Since, during the brazing operation, the silver will wet and flow under capillary action, it is important to use a uniformly thin layer of silver. If too much silver is used, it will melt and fill the pores of the dynamic porous coating. One method for applying a uniform thin layer of silver is to electroplate the silver onto the surface of the implant stem.

Methods of electroplating Ag onto a Ti stem are known in the art, however, they require a nickel or copper strike layer to first be deposited on the implant. Ni and Cu are not biocompatible, and therefore cannot be used for the present application. For this application, where the Ag does not need to have strong adherence to the substrate, it is possible to grit blast the surface of the implant, chemically etch it, and plate a layer of silver onto the titanium stem. While the Ag will not be tightly bound to the substrate, it is bound sufficiently well to allow the dynamic porous coating to be pressed against it during brazing without the Ag flacking off. The thickness of the Ag preferably ranges from 100 nm to 5 μm. Another approach is to ion implant Ag to the titanium substrate. Yet another approach is to create the dynamic porous coating (e.g., SMM spacer fabric) with clad wire which has Ti or NiTi in its core, and Ag on its outer surface, and then braze the clad wire to the implant, without a need to pre-plate the substrate prior to brazing.
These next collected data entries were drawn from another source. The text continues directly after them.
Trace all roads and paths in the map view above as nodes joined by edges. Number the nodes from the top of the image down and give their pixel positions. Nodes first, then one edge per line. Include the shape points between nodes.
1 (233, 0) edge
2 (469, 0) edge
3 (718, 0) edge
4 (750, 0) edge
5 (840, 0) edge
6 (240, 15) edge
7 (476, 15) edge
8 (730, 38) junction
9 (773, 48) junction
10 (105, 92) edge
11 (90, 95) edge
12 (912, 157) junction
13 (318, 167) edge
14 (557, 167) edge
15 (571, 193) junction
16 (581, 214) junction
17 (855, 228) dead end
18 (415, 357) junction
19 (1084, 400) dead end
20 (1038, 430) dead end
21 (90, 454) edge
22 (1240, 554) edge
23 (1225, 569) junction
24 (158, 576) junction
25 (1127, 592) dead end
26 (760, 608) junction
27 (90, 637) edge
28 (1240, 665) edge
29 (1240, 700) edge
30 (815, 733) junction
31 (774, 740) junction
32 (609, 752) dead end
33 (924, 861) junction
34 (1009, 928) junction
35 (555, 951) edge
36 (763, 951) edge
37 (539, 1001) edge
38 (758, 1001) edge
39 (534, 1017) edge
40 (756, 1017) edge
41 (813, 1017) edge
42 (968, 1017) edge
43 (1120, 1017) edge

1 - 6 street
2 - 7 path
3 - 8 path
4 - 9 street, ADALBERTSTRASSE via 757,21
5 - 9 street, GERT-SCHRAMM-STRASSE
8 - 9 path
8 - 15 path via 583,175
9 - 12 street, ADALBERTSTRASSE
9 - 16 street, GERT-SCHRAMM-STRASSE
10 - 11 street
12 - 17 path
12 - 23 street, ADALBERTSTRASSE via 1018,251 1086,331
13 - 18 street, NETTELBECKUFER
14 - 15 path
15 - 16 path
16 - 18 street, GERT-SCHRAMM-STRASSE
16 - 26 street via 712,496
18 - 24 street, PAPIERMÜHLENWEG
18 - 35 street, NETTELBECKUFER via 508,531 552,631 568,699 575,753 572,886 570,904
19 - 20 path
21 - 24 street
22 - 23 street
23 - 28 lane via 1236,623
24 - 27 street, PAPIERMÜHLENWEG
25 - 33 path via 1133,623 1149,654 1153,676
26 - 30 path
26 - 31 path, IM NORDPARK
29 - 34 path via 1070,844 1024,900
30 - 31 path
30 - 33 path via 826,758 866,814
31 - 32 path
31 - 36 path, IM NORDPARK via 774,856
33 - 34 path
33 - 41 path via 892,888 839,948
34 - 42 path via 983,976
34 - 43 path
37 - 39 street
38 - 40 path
The use of a silver brazing agent provides additional significant advantages. More particularly, the rate of infection in primary total hip arthroplasty is approximately 1-3%, and the rate of infection after revision of infected hip prostheses is up to 14%. While silver serves a primary function as a brazing agent, it is also well known for its bactericidal properties and the use of silver on medical devices has previously been approved by worldwide regulatory bodies on a large number of products.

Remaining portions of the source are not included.